Congress may have dragged its feet on establishing anti-discrimination rules involving gender identity issues, but the Obama administration has issued its own guidance.
Attorney General Eric Holder announced that the Department of Justice will take the position that the protection of Title VII of the Civil Rights Act of 1964 extends to claims of discrimination based on an individual’s gender identity, including transgender status.
In a memo, Holder states “the straightforward reading of Title VII is that discrimination ‘because of … sex’ includes discrimination because an employee’s gender identification is as a member of a particular sex, or because the employee is transitioning, or has transitioned, to another sex.”
This reverses the department’s earlier position that Title VII’s prohibition against discrimination based on sex excluded discrimination based on gender identity per se, including transgender discrimination.
As you’ll remember, the proposed Employment Nondiscrimination Act (ENDA) — which would establish a federal law barring employment discrimination based on sexual orientation and gender identity — has been languishing in Congress for several years. Holder’s move is the latest move by the Obama administration to push the measure through administratively.
What’s it mean for employers? Not much, at least for now. The DOJ does not have authority to file suit against private employers, so the new rules only strictly apply to federal workers and contractors.

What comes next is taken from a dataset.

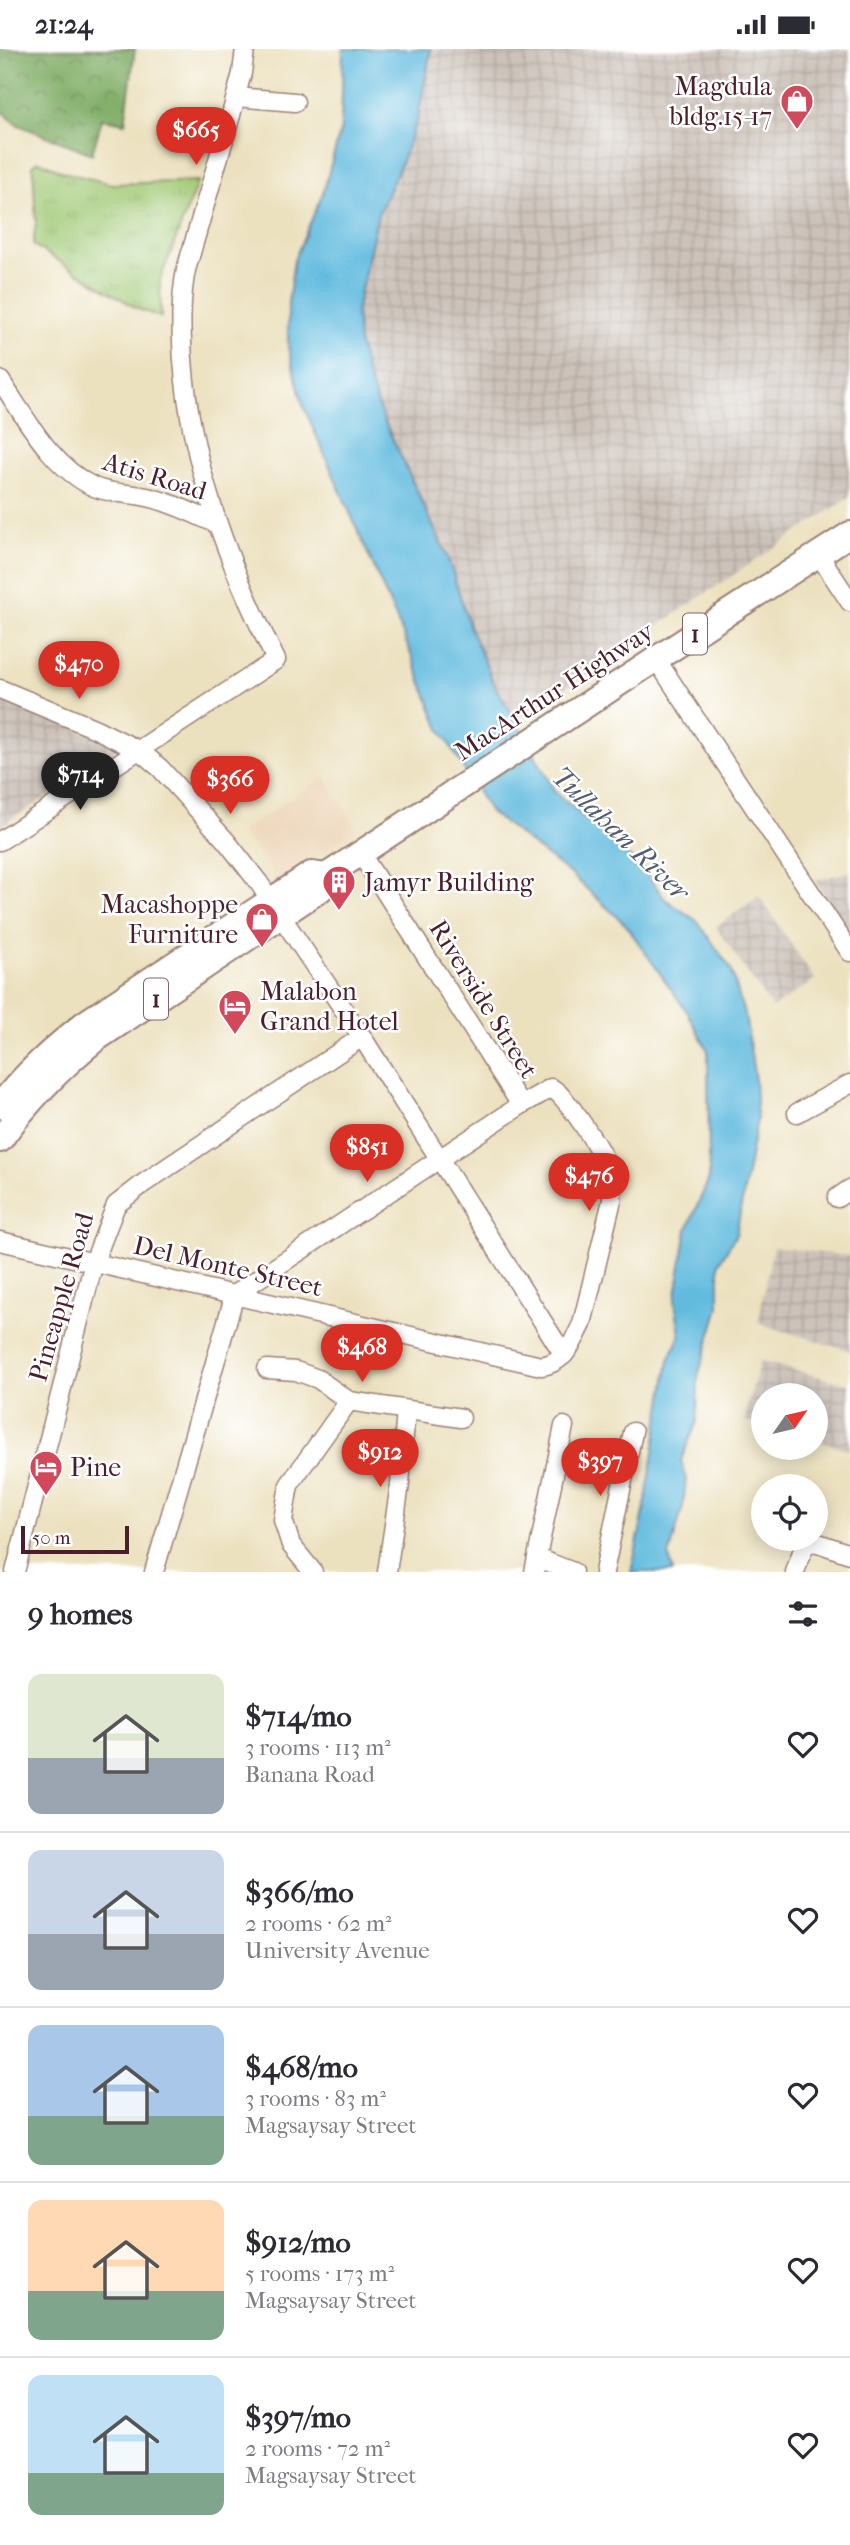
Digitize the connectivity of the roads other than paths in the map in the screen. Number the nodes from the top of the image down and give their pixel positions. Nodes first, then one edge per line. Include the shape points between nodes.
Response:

But, according to a blog post from the law firm Ford & Harrison:
… The DOJ’s shift of position further solidifies the federal government’s position on this issue, which may influence courts in deciding gender identity or transgender discrimination claims filed against private employers under Title VII. While the outcome of such lawsuits is far from clear, employers may be able to avoid expensive and often protracted litigation by promulgating and enforcing anti-discrimination policies that include gender identity and transgender status.